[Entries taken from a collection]

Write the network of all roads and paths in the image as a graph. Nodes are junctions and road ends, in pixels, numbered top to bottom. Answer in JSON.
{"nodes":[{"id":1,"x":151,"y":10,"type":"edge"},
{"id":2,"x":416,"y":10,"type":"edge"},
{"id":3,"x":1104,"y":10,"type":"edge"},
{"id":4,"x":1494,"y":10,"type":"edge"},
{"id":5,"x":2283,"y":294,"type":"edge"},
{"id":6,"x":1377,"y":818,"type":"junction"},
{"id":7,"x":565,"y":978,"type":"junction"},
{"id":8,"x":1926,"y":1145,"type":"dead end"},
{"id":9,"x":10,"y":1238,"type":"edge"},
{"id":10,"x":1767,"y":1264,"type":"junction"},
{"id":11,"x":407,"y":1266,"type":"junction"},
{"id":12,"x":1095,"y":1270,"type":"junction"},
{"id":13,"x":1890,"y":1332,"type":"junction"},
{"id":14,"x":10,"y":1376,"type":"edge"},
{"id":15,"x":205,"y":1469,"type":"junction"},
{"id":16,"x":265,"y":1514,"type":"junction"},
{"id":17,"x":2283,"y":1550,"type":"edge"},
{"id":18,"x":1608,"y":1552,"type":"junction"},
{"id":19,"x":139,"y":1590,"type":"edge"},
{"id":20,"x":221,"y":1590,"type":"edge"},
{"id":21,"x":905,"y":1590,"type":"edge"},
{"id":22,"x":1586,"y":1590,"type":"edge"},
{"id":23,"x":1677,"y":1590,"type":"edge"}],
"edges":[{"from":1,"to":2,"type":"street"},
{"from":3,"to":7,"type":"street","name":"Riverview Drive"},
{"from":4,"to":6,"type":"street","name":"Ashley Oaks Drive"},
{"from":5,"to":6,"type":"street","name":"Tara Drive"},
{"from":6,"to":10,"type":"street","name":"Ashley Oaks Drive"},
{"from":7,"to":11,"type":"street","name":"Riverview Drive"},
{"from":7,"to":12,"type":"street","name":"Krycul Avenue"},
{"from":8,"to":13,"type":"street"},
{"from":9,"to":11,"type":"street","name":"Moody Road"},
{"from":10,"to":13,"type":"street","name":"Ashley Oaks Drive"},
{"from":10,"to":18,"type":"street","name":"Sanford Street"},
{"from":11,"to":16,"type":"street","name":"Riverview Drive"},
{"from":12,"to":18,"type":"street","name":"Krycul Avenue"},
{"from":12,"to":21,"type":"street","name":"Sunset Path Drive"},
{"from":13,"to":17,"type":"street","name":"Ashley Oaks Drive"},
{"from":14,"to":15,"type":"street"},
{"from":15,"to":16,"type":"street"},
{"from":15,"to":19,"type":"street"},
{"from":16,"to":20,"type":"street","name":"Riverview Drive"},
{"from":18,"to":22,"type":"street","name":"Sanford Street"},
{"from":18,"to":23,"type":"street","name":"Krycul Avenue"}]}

- **Work to be completed**
The entries shown above should be duplicated exactly.

- **Written solution**
Write the network of all roads and paths in the image as a graph. Nodes are junctions and road ends, in pixels, numbered top to bottom. Answer in JSON.
{"nodes":[{"id":1,"x":151,"y":10,"type":"edge"},
{"id":2,"x":416,"y":10,"type":"edge"},
{"id":3,"x":1104,"y":10,"type":"edge"},
{"id":4,"x":1494,"y":10,"type":"edge"},
{"id":5,"x":2283,"y":294,"type":"edge"},
{"id":6,"x":1377,"y":818,"type":"junction"},
{"id":7,"x":565,"y":978,"type":"junction"},
{"id":8,"x":1926,"y":1145,"type":"dead end"},
{"id":9,"x":10,"y":1238,"type":"edge"},
{"id":10,"x":1767,"y":1264,"type":"junction"},
{"id":11,"x":407,"y":1266,"type":"junction"},
{"id":12,"x":1095,"y":1270,"type":"junction"},
{"id":13,"x":1890,"y":1332,"type":"junction"},
{"id":14,"x":10,"y":1376,"type":"edge"},
{"id":15,"x":205,"y":1469,"type":"junction"},
{"id":16,"x":265,"y":1514,"type":"junction"},
{"id":17,"x":2283,"y":1550,"type":"edge"},
{"id":18,"x":1608,"y":1552,"type":"junction"},
{"id":19,"x":139,"y":1590,"type":"edge"},
{"id":20,"x":221,"y":1590,"type":"edge"},
{"id":21,"x":905,"y":1590,"type":"edge"},
{"id":22,"x":1586,"y":1590,"type":"edge"},
{"id":23,"x":1677,"y":1590,"type":"edge"}],
"edges":[{"from":1,"to":2,"type":"street"},
{"from":3,"to":7,"type":"street","name":"Riverview Drive"},
{"from":4,"to":6,"type":"street","name":"Ashley Oaks Drive"},
{"from":5,"to":6,"type":"street","name":"Tara Drive"},
{"from":6,"to":10,"type":"street","name":"Ashley Oaks Drive"},
{"from":7,"to":11,"type":"street","name":"Riverview Drive"},
{"from":7,"to":12,"type":"street","name":"Krycul Avenue"},
{"from":8,"to":13,"type":"street"},
{"from":9,"to":11,"type":"street","name":"Moody Road"},
{"from":10,"to":13,"type":"street","name":"Ashley Oaks Drive"},
{"from":10,"to":18,"type":"street","name":"Sanford Street"},
{"from":11,"to":16,"type":"street","name":"Riverview Drive"},
{"from":12,"to":18,"type":"street","name":"Krycul Avenue"},
{"from":12,"to":21,"type":"street","name":"Sunset Path Drive"},
{"from":13,"to":17,"type":"street","name":"Ashley Oaks Drive"},
{"from":14,"to":15,"type":"street"},
{"from":15,"to":16,"type":"street"},
{"from":15,"to":19,"type":"street"},
{"from":16,"to":20,"type":"street","name":"Riverview Drive"},
{"from":18,"to":22,"type":"street","name":"Sanford Street"},
{"from":18,"to":23,"type":"street","name":"Krycul Avenue"}]}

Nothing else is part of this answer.